Receiving Wide Coverage ...
HSBC Discloses Probe During Earnings: HBSC reported a 28% rise in third quarter net profit on Monday largely related to falling loan charges. The bank also became "the latest to admit that it was the subject of an investigation by several authorities into its conduct in the foreign exchange market," Dealbook notes. Per the Journal, "HSBC had not suspended anyone in connection with the probe and ... none of the traders named by regulators still work at the bank." Financial Times
Broadened: A regulatory filing has revealed the government investigation into JPMorgan Chase's hiring practices has "expanded beyond the borders of China." It also revealed the bank is "being questioned about its currency trading by various authorities," which seems to be all the rage these days (see above). Finally, the filing reminded everyone that JPM is still being probed about, among other things, its relationship with Bernie Madoff, its activities in the California and Midwest power markets and mortgage-backed securities claims. Bloomberg
Restructured: Co-operative Bank averted a potential failure on Monday with its $2.39 billion restructuring plan, which cedes control of the beleaguered British bank to institutional investors, including several U.S. hedge funds. (The FT has put together a detailed explainer on how the radical restructuring will affect retail investors: "Thousands will be offered new bonds with a choice of two options: a lower annual payment with a future capital sum, or the continuation of their existing annual payment for 12 years without future capital sum.") Co-op "doesn't expect to make a profit this year or next, 'and can give no assurance that the bank will generate a profit for some years thereafter,'" reports the Journal. Meanwhile, this FT Lombard column concludes: "Students of bailouts will scrutinize the deal for insights on how they may be executed without state intervention. But the clearest lesson is this: the private sector can only be relied on to reboot a failing bank when the government sees it as small enough to fail."
Wall Street Journal
Sen. Lindsay Graham, R-S.C., plans to try to block final votes on several major White House nominees, including Federal Reserve chairman nominee Janet Yellen, "until he is provided access to survivors of the 2012 attacks on U.S. diplomats in Benghazi, Libya."
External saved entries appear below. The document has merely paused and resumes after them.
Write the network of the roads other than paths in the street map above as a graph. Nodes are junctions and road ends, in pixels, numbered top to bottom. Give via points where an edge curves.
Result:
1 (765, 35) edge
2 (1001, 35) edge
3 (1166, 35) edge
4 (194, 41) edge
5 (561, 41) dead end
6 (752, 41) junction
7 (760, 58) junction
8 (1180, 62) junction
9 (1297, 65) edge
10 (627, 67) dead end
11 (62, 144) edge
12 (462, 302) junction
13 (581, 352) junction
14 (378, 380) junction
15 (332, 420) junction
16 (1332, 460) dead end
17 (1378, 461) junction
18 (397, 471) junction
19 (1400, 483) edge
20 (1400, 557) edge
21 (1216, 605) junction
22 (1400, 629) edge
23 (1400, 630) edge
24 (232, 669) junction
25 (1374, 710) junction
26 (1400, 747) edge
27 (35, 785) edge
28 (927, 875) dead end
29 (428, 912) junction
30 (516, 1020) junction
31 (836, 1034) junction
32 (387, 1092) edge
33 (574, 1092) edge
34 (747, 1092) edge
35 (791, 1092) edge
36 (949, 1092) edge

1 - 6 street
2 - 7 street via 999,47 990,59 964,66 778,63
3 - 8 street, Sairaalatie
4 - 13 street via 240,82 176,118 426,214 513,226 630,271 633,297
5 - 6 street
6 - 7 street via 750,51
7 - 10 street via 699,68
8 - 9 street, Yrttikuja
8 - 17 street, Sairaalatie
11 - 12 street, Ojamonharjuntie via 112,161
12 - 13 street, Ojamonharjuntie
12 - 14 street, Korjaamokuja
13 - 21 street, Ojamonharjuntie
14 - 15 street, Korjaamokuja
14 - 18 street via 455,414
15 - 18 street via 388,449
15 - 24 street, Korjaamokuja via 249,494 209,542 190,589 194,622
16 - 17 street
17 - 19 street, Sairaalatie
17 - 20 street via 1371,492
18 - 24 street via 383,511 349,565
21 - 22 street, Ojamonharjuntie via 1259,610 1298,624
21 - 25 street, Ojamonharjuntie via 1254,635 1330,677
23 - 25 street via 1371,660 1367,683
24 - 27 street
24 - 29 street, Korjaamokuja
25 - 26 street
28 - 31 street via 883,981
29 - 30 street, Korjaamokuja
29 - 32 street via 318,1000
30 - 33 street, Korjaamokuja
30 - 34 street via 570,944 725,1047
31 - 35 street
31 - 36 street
Data released by the Federal Reserve reveals U.S. big banks "have seen billions of dollars of losses on their vast portfolios of securities reversed following the recent rally in the price of Treasuries and other assets."
Here's a story that will sound familiar to American Banker readers: community banks are getting into the wealth management services business. "Some institutions have ramped up their wealth management divisions in recent months, while others have teamed with existing firms to help clients make sense of their portfolios," the paper reports.